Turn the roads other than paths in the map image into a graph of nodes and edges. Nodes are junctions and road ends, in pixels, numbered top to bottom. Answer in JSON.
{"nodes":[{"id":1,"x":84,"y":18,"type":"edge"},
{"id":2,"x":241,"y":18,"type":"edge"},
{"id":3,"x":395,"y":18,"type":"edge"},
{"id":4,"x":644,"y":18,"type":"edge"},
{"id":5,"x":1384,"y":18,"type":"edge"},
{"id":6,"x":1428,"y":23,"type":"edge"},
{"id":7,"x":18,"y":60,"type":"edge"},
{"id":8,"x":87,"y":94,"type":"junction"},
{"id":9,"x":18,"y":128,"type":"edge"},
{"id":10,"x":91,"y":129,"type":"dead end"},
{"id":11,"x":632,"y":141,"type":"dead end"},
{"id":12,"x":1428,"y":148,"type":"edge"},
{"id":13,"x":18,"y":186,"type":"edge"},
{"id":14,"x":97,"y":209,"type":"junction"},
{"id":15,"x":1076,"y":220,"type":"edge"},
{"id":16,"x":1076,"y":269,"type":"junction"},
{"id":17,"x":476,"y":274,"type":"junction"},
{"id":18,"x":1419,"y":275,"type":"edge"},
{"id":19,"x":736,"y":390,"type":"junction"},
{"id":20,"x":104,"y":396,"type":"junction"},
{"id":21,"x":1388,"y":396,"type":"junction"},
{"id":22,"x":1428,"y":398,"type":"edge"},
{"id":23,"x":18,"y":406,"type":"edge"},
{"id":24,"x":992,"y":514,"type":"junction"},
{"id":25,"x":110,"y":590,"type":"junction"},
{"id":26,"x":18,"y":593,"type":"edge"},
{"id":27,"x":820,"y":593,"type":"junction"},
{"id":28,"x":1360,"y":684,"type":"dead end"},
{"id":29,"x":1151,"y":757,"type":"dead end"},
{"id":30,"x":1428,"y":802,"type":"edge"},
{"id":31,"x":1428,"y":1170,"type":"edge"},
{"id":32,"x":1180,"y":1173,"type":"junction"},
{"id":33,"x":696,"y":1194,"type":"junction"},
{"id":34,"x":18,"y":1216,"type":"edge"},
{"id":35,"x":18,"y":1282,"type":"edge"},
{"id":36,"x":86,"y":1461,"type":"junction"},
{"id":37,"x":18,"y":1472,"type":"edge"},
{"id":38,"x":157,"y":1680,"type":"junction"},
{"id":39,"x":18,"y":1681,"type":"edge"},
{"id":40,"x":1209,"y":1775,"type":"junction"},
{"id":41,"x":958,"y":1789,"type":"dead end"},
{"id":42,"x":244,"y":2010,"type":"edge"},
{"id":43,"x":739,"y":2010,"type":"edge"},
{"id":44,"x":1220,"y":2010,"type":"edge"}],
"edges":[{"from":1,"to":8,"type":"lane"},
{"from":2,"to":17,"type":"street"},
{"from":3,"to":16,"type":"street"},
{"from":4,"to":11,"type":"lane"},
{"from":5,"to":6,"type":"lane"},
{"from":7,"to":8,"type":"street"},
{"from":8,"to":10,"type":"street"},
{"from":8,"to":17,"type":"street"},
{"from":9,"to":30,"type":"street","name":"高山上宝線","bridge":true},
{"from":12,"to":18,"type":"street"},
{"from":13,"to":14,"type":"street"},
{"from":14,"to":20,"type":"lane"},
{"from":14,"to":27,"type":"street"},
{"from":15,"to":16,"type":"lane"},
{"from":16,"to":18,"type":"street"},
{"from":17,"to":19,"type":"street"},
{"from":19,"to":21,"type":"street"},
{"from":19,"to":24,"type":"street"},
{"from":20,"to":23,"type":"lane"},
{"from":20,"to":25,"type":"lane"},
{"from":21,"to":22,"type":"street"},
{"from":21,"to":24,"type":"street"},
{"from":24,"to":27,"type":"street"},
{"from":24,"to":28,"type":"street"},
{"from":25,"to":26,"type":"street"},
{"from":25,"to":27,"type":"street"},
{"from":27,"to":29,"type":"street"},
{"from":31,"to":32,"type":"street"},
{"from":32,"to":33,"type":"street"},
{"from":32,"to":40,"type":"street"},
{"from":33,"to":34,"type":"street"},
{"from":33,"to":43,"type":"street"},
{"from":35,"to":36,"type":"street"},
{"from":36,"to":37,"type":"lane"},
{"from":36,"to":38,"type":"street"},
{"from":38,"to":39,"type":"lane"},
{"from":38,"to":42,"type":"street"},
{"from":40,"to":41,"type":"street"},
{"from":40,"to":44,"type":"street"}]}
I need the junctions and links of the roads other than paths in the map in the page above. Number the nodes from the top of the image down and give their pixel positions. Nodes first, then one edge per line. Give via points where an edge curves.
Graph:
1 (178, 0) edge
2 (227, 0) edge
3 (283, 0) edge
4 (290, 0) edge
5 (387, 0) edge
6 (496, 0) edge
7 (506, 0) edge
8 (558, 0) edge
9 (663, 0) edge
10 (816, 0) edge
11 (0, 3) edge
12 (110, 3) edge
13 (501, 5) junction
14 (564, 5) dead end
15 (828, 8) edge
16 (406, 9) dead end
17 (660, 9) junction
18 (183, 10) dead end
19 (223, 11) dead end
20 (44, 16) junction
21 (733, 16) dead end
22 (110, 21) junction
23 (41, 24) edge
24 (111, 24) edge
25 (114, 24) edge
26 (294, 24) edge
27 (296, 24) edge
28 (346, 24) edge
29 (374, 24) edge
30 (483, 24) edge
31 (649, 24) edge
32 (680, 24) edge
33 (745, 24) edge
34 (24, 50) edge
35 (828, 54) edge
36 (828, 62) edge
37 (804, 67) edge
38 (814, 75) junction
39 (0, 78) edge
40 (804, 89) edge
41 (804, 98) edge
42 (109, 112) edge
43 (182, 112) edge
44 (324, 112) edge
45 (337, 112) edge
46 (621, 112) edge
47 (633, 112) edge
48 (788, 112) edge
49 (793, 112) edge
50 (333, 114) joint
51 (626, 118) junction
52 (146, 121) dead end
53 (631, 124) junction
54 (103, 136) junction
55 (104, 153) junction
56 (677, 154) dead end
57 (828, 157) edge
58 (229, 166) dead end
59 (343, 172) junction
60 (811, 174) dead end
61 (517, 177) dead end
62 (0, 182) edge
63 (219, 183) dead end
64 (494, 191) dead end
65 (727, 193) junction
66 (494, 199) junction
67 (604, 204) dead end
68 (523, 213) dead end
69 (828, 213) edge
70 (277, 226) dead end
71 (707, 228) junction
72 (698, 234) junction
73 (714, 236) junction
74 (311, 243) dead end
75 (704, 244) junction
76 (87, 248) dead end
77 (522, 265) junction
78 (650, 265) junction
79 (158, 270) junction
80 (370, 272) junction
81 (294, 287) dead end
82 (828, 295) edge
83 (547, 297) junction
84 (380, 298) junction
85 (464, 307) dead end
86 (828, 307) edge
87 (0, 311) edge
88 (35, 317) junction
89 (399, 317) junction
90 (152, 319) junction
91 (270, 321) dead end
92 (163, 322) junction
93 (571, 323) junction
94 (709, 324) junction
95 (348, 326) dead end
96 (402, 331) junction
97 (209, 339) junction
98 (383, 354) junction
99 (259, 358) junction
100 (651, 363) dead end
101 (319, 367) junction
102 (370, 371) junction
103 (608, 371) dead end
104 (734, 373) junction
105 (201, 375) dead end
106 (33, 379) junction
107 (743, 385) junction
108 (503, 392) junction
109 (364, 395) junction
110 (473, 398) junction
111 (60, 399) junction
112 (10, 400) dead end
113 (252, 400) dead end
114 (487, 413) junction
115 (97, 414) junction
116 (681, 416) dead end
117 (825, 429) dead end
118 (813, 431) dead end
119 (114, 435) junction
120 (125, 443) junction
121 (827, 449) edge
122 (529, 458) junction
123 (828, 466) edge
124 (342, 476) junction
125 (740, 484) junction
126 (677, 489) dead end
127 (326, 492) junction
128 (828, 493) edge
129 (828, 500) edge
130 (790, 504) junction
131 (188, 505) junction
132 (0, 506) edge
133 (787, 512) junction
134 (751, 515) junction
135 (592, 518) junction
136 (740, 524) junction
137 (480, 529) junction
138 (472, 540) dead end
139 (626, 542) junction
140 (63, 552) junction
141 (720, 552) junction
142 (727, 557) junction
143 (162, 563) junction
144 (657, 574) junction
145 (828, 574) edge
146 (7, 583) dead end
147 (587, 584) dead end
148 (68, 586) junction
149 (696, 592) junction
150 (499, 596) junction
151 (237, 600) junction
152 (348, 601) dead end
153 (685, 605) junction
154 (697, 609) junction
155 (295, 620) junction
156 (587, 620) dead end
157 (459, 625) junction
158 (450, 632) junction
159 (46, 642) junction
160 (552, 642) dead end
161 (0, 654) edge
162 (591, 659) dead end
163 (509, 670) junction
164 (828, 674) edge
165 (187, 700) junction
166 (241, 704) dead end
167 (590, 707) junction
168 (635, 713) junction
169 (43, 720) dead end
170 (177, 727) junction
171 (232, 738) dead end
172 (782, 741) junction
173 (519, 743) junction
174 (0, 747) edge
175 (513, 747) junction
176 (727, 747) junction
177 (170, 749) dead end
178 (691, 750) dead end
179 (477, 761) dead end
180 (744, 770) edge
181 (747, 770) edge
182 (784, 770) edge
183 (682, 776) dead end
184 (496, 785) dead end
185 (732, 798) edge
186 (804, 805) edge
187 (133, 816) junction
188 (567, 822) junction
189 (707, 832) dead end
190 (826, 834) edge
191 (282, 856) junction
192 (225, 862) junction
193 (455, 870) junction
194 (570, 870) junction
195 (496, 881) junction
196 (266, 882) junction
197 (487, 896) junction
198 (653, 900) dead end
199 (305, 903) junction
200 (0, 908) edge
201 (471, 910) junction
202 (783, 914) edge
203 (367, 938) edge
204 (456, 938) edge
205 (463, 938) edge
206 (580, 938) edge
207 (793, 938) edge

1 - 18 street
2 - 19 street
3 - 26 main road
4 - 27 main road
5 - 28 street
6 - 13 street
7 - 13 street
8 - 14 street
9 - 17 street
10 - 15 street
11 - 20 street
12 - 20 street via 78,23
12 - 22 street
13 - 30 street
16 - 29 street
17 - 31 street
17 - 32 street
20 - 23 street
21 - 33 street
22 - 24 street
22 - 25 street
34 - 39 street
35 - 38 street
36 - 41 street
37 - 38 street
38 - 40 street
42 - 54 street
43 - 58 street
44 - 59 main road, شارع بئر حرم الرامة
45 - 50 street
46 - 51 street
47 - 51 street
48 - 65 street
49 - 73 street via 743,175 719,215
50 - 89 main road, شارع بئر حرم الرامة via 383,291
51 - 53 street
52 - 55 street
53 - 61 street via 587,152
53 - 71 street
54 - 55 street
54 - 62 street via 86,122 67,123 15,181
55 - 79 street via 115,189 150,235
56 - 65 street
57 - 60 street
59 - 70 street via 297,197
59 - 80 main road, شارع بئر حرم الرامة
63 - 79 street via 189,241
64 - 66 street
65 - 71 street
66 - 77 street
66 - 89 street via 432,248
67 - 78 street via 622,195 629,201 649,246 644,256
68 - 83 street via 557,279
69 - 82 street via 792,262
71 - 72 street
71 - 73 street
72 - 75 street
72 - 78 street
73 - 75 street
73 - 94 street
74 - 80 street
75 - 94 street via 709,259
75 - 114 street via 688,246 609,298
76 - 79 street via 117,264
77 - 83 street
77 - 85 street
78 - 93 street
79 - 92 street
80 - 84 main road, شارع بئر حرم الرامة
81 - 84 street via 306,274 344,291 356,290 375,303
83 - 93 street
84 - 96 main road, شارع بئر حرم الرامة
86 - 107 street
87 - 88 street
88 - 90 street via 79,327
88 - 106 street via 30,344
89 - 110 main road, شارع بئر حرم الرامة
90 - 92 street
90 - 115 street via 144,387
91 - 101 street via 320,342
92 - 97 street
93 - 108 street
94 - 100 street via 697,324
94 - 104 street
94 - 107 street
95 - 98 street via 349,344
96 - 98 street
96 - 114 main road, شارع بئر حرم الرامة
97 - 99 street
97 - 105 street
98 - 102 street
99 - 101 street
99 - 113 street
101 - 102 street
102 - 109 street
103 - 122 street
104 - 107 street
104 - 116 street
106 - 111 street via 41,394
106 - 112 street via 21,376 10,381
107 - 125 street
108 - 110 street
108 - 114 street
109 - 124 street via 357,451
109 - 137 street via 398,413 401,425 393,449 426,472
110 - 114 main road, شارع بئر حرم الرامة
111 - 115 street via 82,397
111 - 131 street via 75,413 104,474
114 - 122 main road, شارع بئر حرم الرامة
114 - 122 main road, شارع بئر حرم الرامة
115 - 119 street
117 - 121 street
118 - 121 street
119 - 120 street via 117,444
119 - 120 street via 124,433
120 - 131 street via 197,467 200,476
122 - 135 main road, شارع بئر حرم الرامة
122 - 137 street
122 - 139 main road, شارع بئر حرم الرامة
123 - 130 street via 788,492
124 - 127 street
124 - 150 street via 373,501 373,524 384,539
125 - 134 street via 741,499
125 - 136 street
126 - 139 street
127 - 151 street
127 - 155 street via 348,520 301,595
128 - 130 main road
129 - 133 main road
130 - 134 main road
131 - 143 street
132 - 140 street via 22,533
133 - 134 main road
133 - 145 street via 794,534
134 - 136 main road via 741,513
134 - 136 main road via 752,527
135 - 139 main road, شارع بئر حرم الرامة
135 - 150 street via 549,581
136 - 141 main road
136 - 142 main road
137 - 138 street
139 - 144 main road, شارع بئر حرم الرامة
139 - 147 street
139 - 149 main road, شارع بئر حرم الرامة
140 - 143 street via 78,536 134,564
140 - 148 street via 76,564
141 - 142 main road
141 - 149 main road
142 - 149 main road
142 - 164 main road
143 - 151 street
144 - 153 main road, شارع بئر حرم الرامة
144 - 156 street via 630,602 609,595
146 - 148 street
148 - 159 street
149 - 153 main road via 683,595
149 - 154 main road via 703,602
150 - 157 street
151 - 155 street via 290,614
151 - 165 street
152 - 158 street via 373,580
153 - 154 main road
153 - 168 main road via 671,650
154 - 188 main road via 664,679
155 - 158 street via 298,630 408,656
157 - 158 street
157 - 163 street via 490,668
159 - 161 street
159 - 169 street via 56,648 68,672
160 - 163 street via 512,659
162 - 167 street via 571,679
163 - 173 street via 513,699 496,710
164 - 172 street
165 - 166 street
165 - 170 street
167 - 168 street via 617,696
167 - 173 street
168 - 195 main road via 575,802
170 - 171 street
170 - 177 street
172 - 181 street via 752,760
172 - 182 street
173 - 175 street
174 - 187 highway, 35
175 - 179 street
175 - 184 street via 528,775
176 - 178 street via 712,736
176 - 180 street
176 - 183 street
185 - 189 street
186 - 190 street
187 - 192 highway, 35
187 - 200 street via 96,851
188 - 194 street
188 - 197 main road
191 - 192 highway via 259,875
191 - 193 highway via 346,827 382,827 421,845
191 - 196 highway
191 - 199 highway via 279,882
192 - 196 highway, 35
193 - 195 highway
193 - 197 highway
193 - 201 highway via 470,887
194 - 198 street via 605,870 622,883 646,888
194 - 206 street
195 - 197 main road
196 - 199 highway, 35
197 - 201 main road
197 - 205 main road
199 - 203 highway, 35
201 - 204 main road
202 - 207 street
· · · ·
### YOUR OBJECTIVE
Search the material above for the word "than", then copy each line that holds it.

### WRITTEN ANSWER
Turn the roads other than paths in the map image into a graph of nodes and edges. Nodes are junctions and road ends, in pixels, numbered top to bottom. Answer in JSON.
I need the junctions and links of the roads other than paths in the map in the page above. Number the nodes from the top of the image down and give their pixel positions. Nodes first, then one edge per line. Give via points where an edge curves.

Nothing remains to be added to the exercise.